■ Problem to solve
The entries below must be retyped in full. Keep every word the same.

■ Dataset entries
========================================
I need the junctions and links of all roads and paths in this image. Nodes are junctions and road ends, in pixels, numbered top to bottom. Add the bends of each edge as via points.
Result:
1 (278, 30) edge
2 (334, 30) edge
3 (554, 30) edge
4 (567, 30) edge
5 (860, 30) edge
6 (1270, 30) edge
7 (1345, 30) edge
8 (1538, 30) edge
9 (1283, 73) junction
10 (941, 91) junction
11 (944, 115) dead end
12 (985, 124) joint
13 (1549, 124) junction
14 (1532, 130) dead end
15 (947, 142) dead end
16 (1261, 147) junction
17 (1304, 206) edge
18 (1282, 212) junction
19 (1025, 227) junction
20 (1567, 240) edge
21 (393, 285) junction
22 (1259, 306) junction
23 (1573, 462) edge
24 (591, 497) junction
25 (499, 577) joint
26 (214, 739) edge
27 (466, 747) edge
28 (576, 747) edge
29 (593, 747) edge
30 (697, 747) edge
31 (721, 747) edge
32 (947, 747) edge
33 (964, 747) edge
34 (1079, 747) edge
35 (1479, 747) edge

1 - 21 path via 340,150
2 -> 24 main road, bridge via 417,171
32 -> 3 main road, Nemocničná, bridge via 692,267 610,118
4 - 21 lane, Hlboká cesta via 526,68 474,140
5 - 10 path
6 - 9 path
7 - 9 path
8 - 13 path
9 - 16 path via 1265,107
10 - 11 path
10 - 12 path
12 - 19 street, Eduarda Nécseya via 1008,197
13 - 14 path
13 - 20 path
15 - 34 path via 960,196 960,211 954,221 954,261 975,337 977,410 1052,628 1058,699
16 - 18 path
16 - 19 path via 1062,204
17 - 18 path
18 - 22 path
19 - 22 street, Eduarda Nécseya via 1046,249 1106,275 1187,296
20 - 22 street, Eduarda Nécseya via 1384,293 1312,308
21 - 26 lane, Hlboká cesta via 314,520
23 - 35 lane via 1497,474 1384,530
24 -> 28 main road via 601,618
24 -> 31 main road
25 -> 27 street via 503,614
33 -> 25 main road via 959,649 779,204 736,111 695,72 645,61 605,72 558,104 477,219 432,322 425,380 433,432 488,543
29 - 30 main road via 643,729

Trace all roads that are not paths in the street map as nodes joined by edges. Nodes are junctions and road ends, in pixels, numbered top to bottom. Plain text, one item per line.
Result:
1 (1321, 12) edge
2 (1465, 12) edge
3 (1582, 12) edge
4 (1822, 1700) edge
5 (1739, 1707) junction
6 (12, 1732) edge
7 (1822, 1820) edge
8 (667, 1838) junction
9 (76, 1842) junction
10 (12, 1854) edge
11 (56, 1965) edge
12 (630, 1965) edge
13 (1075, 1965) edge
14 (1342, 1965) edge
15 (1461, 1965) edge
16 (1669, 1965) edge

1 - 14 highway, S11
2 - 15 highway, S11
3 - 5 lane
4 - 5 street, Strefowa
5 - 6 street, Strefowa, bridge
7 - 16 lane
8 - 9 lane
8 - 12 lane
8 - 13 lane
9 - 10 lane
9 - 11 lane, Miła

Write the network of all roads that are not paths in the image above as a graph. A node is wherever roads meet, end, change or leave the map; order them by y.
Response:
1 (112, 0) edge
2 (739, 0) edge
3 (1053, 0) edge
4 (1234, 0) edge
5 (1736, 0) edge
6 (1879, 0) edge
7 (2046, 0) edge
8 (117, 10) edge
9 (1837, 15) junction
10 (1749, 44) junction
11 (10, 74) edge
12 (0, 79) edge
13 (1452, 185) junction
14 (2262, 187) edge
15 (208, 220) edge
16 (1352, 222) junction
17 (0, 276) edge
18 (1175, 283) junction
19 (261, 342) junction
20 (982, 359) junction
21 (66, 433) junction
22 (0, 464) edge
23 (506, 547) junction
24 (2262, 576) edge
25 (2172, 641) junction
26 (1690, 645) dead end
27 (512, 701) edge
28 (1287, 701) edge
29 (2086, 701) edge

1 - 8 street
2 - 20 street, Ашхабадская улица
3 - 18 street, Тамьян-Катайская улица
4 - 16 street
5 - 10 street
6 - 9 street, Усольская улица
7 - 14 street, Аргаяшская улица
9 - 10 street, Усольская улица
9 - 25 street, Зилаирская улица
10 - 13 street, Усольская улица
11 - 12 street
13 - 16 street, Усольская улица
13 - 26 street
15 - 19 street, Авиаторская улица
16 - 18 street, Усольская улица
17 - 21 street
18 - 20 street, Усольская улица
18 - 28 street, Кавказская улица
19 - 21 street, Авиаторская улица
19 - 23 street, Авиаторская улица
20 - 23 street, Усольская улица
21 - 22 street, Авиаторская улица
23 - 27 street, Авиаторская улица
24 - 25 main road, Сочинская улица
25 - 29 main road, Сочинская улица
========================================
■ Task response
I need the junctions and links of all roads and paths in this image. Nodes are junctions and road ends, in pixels, numbered top to bottom. Add the bends of each edge as via points.
Result:
1 (278, 30) edge
2 (334, 30) edge
3 (554, 30) edge
4 (567, 30) edge
5 (860, 30) edge
6 (1270, 30) edge
7 (1345, 30) edge
8 (1538, 30) edge
9 (1283, 73) junction
10 (941, 91) junction
11 (944, 115) dead end
12 (985, 124) joint
13 (1549, 124) junction
14 (1532, 130) dead end
15 (947, 142) dead end
16 (1261, 147) junction
17 (1304, 206) edge
18 (1282, 212) junction
19 (1025, 227) junction
20 (1567, 240) edge
21 (393, 285) junction
22 (1259, 306) junction
23 (1573, 462) edge
24 (591, 497) junction
25 (499, 577) joint
26 (214, 739) edge
27 (466, 747) edge
28 (576, 747) edge
29 (593, 747) edge
30 (697, 747) edge
31 (721, 747) edge
32 (947, 747) edge
33 (964, 747) edge
34 (1079, 747) edge
35 (1479, 747) edge

1 - 21 path via 340,150
2 -> 24 main road, bridge via 417,171
32 -> 3 main road, Nemocničná, bridge via 692,267 610,118
4 - 21 lane, Hlboká cesta via 526,68 474,140
5 - 10 path
6 - 9 path
7 - 9 path
8 - 13 path
9 - 16 path via 1265,107
10 - 11 path
10 - 12 path
12 - 19 street, Eduarda Nécseya via 1008,197
13 - 14 path
13 - 20 path
15 - 34 path via 960,196 960,211 954,221 954,261 975,337 977,410 1052,628 1058,699
16 - 18 path
16 - 19 path via 1062,204
17 - 18 path
18 - 22 path
19 - 22 street, Eduarda Nécseya via 1046,249 1106,275 1187,296
20 - 22 street, Eduarda Nécseya via 1384,293 1312,308
21 - 26 lane, Hlboká cesta via 314,520
23 - 35 lane via 1497,474 1384,530
24 -> 28 main road via 601,618
24 -> 31 main road
25 -> 27 street via 503,614
33 -> 25 main road via 959,649 779,204 736,111 695,72 645,61 605,72 558,104 477,219 432,322 425,380 433,432 488,543
29 - 30 main road via 643,729

Trace all roads that are not paths in the street map as nodes joined by edges. Nodes are junctions and road ends, in pixels, numbered top to bottom. Plain text, one item per line.
Result:
1 (1321, 12) edge
2 (1465, 12) edge
3 (1582, 12) edge
4 (1822, 1700) edge
5 (1739, 1707) junction
6 (12, 1732) edge
7 (1822, 1820) edge
8 (667, 1838) junction
9 (76, 1842) junction
10 (12, 1854) edge
11 (56, 1965) edge
12 (630, 1965) edge
13 (1075, 1965) edge
14 (1342, 1965) edge
15 (1461, 1965) edge
16 (1669, 1965) edge

1 - 14 highway, S11
2 - 15 highway, S11
3 - 5 lane
4 - 5 street, Strefowa
5 - 6 street, Strefowa, bridge
7 - 16 lane
8 - 9 lane
8 - 12 lane
8 - 13 lane
9 - 10 lane
9 - 11 lane, Miła

Write the network of all roads that are not paths in the image above as a graph. A node is wherever roads meet, end, change or leave the map; order them by y.
Response:
1 (112, 0) edge
2 (739, 0) edge
3 (1053, 0) edge
4 (1234, 0) edge
5 (1736, 0) edge
6 (1879, 0) edge
7 (2046, 0) edge
8 (117, 10) edge
9 (1837, 15) junction
10 (1749, 44) junction
11 (10, 74) edge
12 (0, 79) edge
13 (1452, 185) junction
14 (2262, 187) edge
15 (208, 220) edge
16 (1352, 222) junction
17 (0, 276) edge
18 (1175, 283) junction
19 (261, 342) junction
20 (982, 359) junction
21 (66, 433) junction
22 (0, 464) edge
23 (506, 547) junction
24 (2262, 576) edge
25 (2172, 641) junction
26 (1690, 645) dead end
27 (512, 701) edge
28 (1287, 701) edge
29 (2086, 701) edge

1 - 8 street
2 - 20 street, Ашхабадская улица
3 - 18 street, Тамьян-Катайская улица
4 - 16 street
5 - 10 street
6 - 9 street, Усольская улица
7 - 14 street, Аргаяшская улица
9 - 10 street, Усольская улица
9 - 25 street, Зилаирская улица
10 - 13 street, Усольская улица
11 - 12 street
13 - 16 street, Усольская улица
13 - 26 street
15 - 19 street, Авиаторская улица
16 - 18 street, Усольская улица
17 - 21 street
18 - 20 street, Усольская улица
18 - 28 street, Кавказская улица
19 - 21 street, Авиаторская улица
19 - 23 street, Авиаторская улица
20 - 23 street, Усольская улица
21 - 22 street, Авиаторская улица
23 - 27 street, Авиаторская улица
24 - 25 main road, Сочинская улица
25 - 29 main road, Сочинская улица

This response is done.